Facilities for performing privacy-preserving record linkage with Bloom filters.

Project description

PyPI Python Versions Code Coverage License

FABLE Core

This package provides the core functionalities to perform PPRL based on Bloom filters in the FABLE (Federated Anonymized Bloom filter Linkage Engine) ecosystem. It is primarily supported by the bitarray package, which implements memory-efficient arrays of bits in Python. The package comprises several submodules that implement various aspects required for PPRL.

Installation

pip install fable_core

Bitarray primitives

fable_core.bits contains functions for setting bits in a bitarray. It implements the double hash, enhanced double hash, triple hash and random hash schemes for setting bits based on a set number of initial hash values in a bitarray. It also offers other utility functions for working on PPRL with Bloom filters.

from bitarray import bitarray
from fable_core import bits

ba = bitarray(20)

# These are all equivalent and result in the bit with the index 5 to be set.
bits.set_bit(ba, 5)
bits.set_bit(ba, 25)
bits.set_bit(ba, -6)

# These are also equivalent and will return True.
bits.test_bit(ba, 5)
bits.test_bit(ba, 25)
bits.test_bit(ba, -6)

# fable_core.bits implements the double hash, enhanced double hash, random hash and triple hash schemes.
# Depending on chosen scheme, the corresponding functions require different initial hash values.
h0, h1, h2 = 13, 37, 42
k = 5

ba_double = bitarray(32)
bits.double_hash(ba_double, k, h0, h1)
print(ba_double)
# => bitarray('01000010000000000010000100001000')

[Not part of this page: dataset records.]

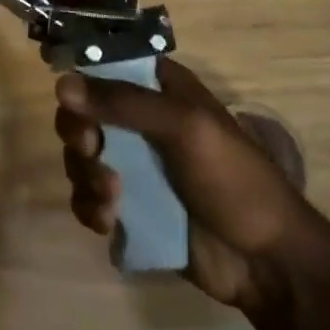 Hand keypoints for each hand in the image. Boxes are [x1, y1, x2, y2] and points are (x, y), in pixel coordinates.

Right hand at [55, 57, 329, 313]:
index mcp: (158, 89)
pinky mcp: (129, 208)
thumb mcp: (184, 126)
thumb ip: (122, 102)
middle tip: (92, 151)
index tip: (70, 98)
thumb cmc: (234, 179)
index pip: (104, 66)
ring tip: (111, 199)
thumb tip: (62, 84)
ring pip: (81, 156)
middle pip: (83, 111)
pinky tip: (108, 222)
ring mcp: (133, 166)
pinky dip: (89, 206)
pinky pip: (89, 198)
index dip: (81, 77)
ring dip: (85, 174)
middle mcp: (140, 121)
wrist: (267, 263)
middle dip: (79, 132) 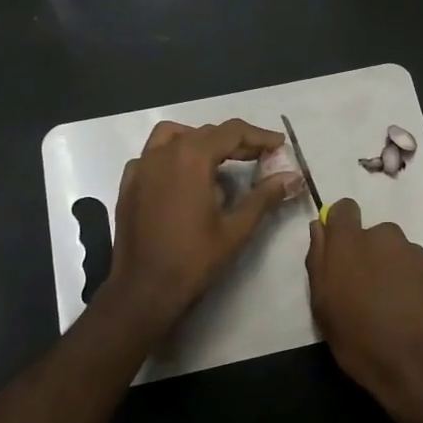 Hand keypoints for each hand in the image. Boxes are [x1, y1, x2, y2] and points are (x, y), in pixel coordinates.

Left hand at [102, 119, 299, 341]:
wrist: (143, 291)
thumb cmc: (193, 260)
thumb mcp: (236, 228)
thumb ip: (265, 196)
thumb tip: (294, 177)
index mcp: (191, 157)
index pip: (231, 132)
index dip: (259, 136)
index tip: (279, 145)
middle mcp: (163, 153)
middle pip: (205, 133)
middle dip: (235, 142)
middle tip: (260, 158)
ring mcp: (141, 167)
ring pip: (174, 136)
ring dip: (200, 142)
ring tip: (219, 163)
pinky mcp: (128, 184)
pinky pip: (152, 156)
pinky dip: (173, 156)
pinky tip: (184, 180)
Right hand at [306, 199, 422, 418]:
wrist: (416, 366)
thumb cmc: (358, 339)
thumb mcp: (322, 305)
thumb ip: (318, 259)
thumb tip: (320, 227)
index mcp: (350, 243)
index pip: (345, 208)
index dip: (344, 225)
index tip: (344, 249)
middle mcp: (385, 236)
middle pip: (376, 235)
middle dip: (374, 255)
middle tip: (372, 291)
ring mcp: (418, 252)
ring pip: (403, 253)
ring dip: (399, 270)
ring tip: (399, 306)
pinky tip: (421, 312)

ba_enhanced_double = bitarray(32)
bits.enhanced_double_hash(ba_enhanced_double, k, h0, h1)
print(ba_enhanced_double)
# => bitarray('10000000000100000010000010100000')

ba_triple = bitarray(32)
bits.triple_hash(ba_triple, k, h0, h1, h2)
print(ba_triple)
# => bitarray('01000000001000000010000000100100')

from random import Random

ba_random = bitarray(32)
bits.random_hash(ba_random, k, Random(h0))
print(ba_random)
# => bitarray('00000000010100101010000000000000')

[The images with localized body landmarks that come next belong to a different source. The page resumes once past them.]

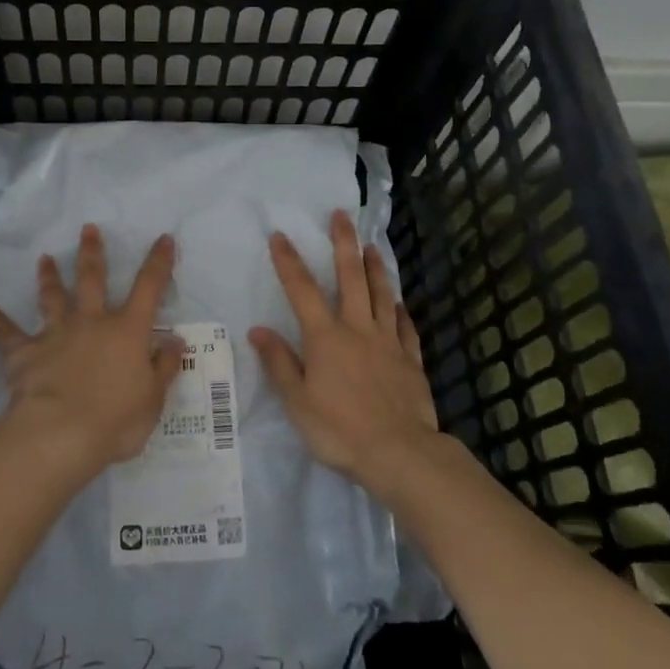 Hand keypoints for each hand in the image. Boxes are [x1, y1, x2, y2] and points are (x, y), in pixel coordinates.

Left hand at [0, 225, 182, 477]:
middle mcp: (91, 323)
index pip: (149, 288)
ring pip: (52, 298)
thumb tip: (175, 341)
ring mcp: (55, 335)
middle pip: (92, 279)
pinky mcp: (25, 354)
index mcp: (127, 331)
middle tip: (87, 229)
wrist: (60, 434)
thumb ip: (163, 367)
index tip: (163, 238)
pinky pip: (9, 335)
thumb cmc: (116, 420)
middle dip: (91, 252)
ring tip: (44, 259)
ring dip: (49, 278)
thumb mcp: (152, 399)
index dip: (159, 262)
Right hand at [251, 211, 438, 497]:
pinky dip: (402, 311)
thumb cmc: (340, 429)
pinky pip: (406, 327)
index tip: (280, 235)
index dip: (289, 260)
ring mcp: (388, 342)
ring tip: (373, 247)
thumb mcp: (297, 401)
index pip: (302, 290)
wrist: (399, 453)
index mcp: (326, 337)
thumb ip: (279, 363)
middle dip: (344, 244)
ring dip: (376, 268)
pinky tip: (401, 303)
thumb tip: (258, 329)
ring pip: (382, 295)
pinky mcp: (411, 360)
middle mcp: (358, 329)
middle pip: (351, 278)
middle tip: (342, 216) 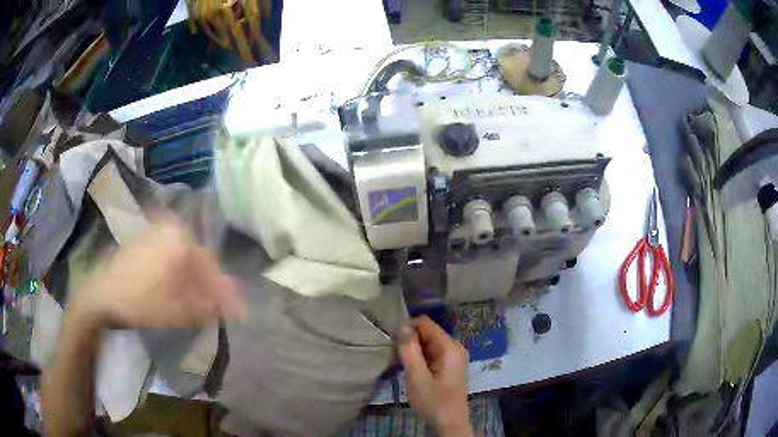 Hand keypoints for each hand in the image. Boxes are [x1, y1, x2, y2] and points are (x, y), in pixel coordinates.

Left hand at [70, 218, 244, 328]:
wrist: (102, 296)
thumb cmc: (141, 302)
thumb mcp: (178, 310)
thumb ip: (208, 307)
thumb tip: (235, 309)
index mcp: (180, 241)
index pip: (211, 266)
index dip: (224, 291)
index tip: (235, 310)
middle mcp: (169, 229)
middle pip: (197, 258)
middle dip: (207, 283)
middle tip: (215, 305)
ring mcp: (153, 233)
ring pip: (182, 256)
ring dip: (192, 279)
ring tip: (196, 301)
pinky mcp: (141, 241)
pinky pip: (167, 255)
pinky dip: (175, 272)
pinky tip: (175, 288)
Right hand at [398, 316, 472, 436]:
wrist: (449, 424)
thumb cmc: (434, 402)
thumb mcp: (418, 378)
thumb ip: (410, 351)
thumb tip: (401, 325)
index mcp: (450, 347)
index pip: (425, 323)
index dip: (406, 327)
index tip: (390, 340)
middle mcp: (454, 347)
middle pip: (427, 332)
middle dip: (409, 339)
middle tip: (393, 354)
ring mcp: (453, 356)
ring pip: (428, 343)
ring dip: (412, 349)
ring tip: (398, 361)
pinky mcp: (449, 366)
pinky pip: (431, 353)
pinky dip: (419, 357)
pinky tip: (409, 368)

# Compute the size of a bitarray such that a certain percentage of its bits are set after
# a number of bits are picked at random and set. In this example, the percentage is set to 50%
# and the amount of random bit sets is 100.
print(bits.optimal_size(.5, 100))
# => 145

# Serialize and deserialize a bitarray into a Base64-encoded form. The size of a deserialized
# bitarray may not always be the same size of the bitarray that generated the Base64 representation.
# This is because the deserialization will always return a bitarray whose length is a multiple of 8.
ba = bitarray("0010101110101001001010110101011101010010100000011101010100111100")
ba_b64_str = bits.to_base64(ba)
print(ba_b64_str)
# => "K6krV1KB1Tw="
ba_from_b64 = bits.from_base64(ba_b64_str)
print(ba == ba_from_b64)
# => True

Hardening

fable_core.harden contains factory functions for creating hardeners that can be applied to bitarrays. These functions are guaranteed to always return a modified copy of the bitarrays they are supposed to harden. They will never modify the input bitarrays.

from fable_core import harden
from random import Random
from bitarray import bitarray

# Create a new random bitarray.
rng = Random(727)
ba = bitarray([rng.random() < 0.5 for _ in range(64)])
print(ba)
# => bitarray('0000010100000100110010111001010101001000111110011011100100101000')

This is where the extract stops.